(Stored items)

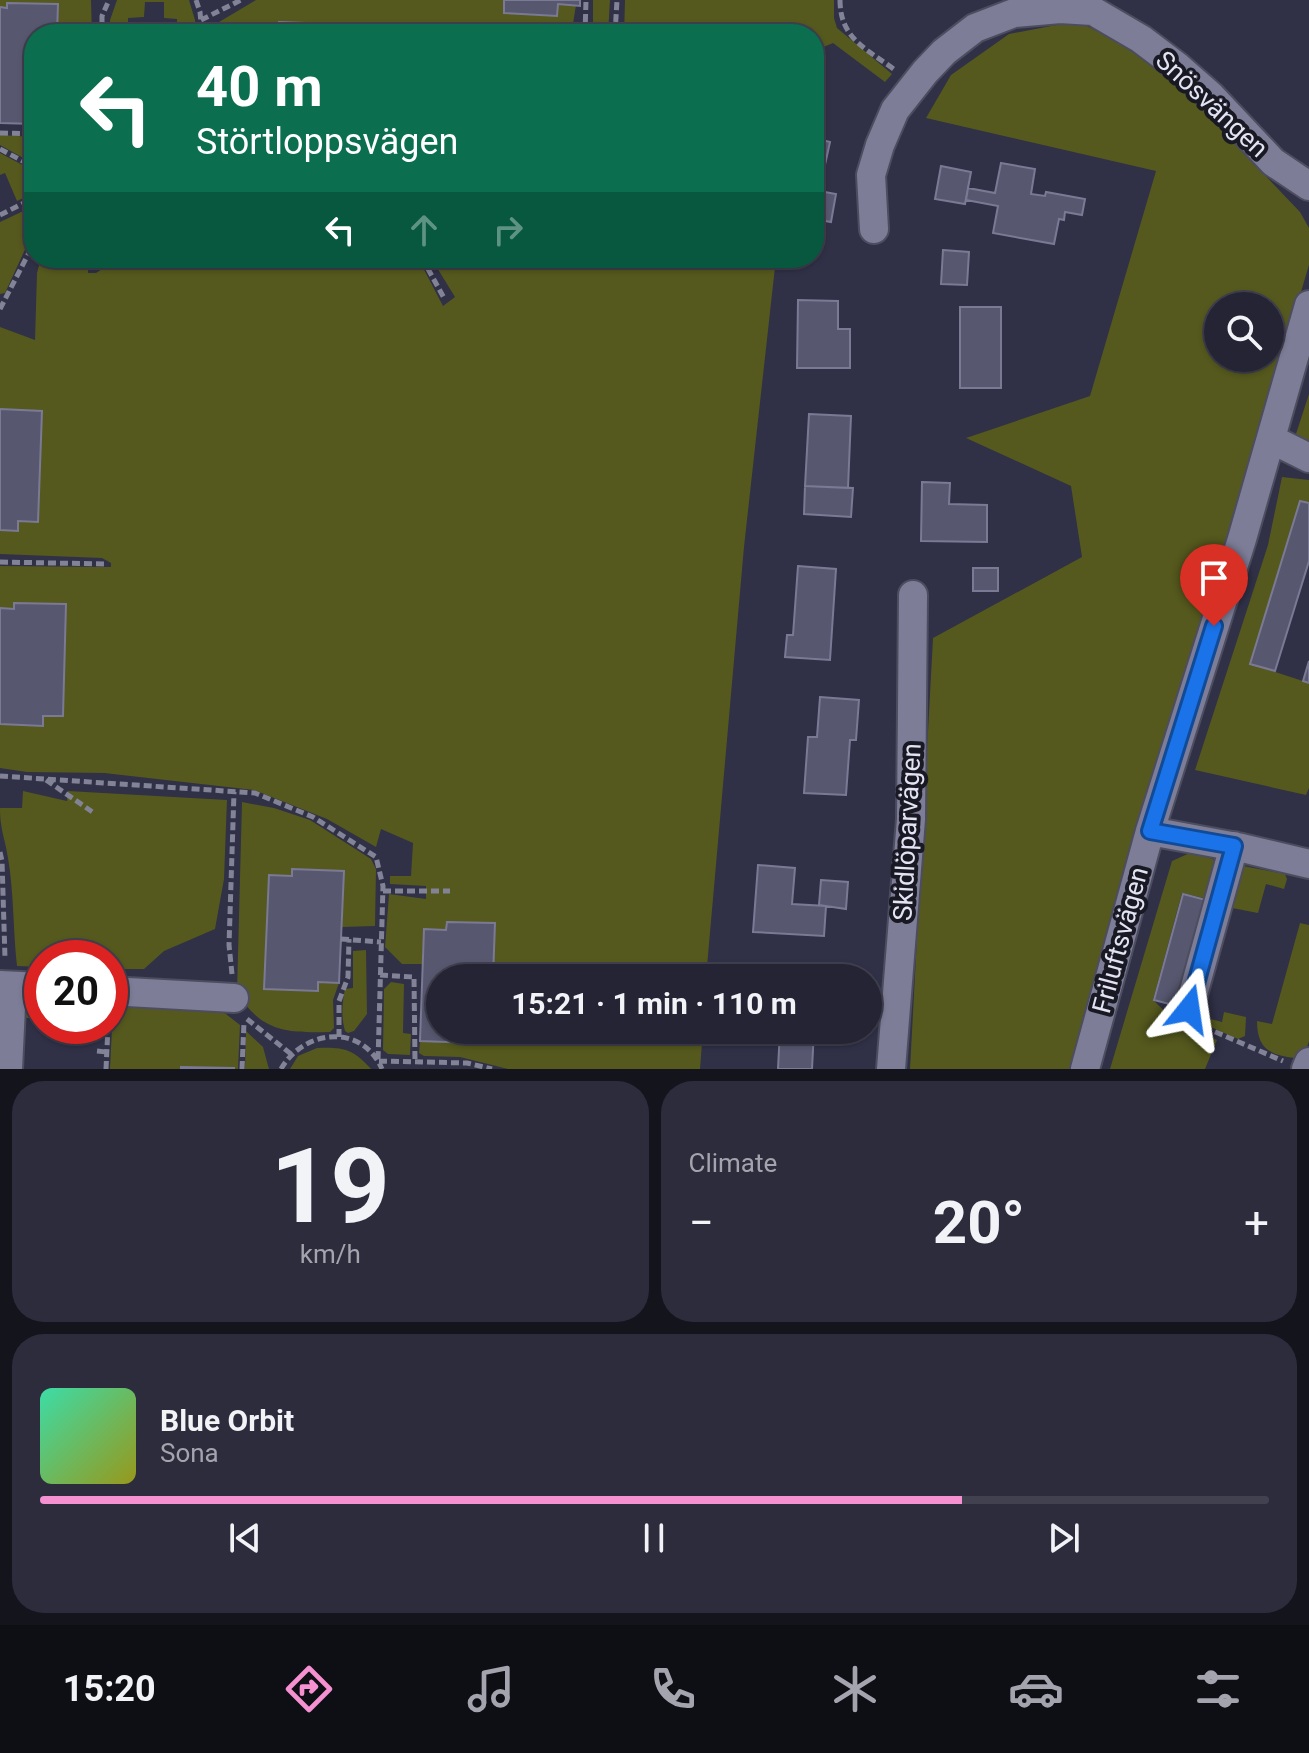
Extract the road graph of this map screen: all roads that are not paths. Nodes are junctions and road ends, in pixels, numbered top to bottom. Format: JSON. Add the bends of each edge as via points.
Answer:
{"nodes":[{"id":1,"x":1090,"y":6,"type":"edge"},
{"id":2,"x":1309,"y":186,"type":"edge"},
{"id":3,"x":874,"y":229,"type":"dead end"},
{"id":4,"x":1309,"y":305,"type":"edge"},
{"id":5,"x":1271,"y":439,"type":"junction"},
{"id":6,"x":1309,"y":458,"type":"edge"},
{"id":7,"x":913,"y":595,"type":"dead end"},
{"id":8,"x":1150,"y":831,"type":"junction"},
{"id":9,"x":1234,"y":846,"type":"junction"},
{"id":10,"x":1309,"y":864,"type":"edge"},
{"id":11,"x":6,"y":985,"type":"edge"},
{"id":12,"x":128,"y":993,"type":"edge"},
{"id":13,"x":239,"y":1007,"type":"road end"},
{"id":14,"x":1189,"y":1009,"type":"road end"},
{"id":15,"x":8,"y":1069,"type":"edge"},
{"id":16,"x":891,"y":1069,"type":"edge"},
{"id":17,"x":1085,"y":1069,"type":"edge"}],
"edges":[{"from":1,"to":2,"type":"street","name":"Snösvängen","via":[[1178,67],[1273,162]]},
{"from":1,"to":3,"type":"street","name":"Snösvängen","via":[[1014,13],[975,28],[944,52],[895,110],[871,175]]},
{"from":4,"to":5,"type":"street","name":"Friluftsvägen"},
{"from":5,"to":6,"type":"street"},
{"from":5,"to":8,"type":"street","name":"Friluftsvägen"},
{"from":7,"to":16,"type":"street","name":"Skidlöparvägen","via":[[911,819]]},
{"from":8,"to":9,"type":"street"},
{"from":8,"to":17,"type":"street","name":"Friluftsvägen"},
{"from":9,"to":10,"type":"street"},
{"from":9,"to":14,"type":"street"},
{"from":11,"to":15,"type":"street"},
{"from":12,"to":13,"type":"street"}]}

▸ GOAL OF THE EXERCISE
Please reproduce every record exactly, leaving the pictures out.

▸ TASK RESULT
Extract the road graph of this map screen: all roads that are not paths. Nodes are junctions and road ends, in pixels, numbered top to bottom. Format: JSON. Add the bends of each edge as via points.
Answer:
{"nodes":[{"id":1,"x":1090,"y":6,"type":"edge"},
{"id":2,"x":1309,"y":186,"type":"edge"},
{"id":3,"x":874,"y":229,"type":"dead end"},
{"id":4,"x":1309,"y":305,"type":"edge"},
{"id":5,"x":1271,"y":439,"type":"junction"},
{"id":6,"x":1309,"y":458,"type":"edge"},
{"id":7,"x":913,"y":595,"type":"dead end"},
{"id":8,"x":1150,"y":831,"type":"junction"},
{"id":9,"x":1234,"y":846,"type":"junction"},
{"id":10,"x":1309,"y":864,"type":"edge"},
{"id":11,"x":6,"y":985,"type":"edge"},
{"id":12,"x":128,"y":993,"type":"edge"},
{"id":13,"x":239,"y":1007,"type":"road end"},
{"id":14,"x":1189,"y":1009,"type":"road end"},
{"id":15,"x":8,"y":1069,"type":"edge"},
{"id":16,"x":891,"y":1069,"type":"edge"},
{"id":17,"x":1085,"y":1069,"type":"edge"}],
"edges":[{"from":1,"to":2,"type":"street","name":"Snösvängen","via":[[1178,67],[1273,162]]},
{"from":1,"to":3,"type":"street","name":"Snösvängen","via":[[1014,13],[975,28],[944,52],[895,110],[871,175]]},
{"from":4,"to":5,"type":"street","name":"Friluftsvägen"},
{"from":5,"to":6,"type":"street"},
{"from":5,"to":8,"type":"street","name":"Friluftsvägen"},
{"from":7,"to":16,"type":"street","name":"Skidlöparvägen","via":[[911,819]]},
{"from":8,"to":9,"type":"street"},
{"from":8,"to":17,"type":"street","name":"Friluftsvägen"},
{"from":9,"to":10,"type":"street"},
{"from":9,"to":14,"type":"street"},
{"from":11,"to":15,"type":"street"},
{"from":12,"to":13,"type":"street"}]}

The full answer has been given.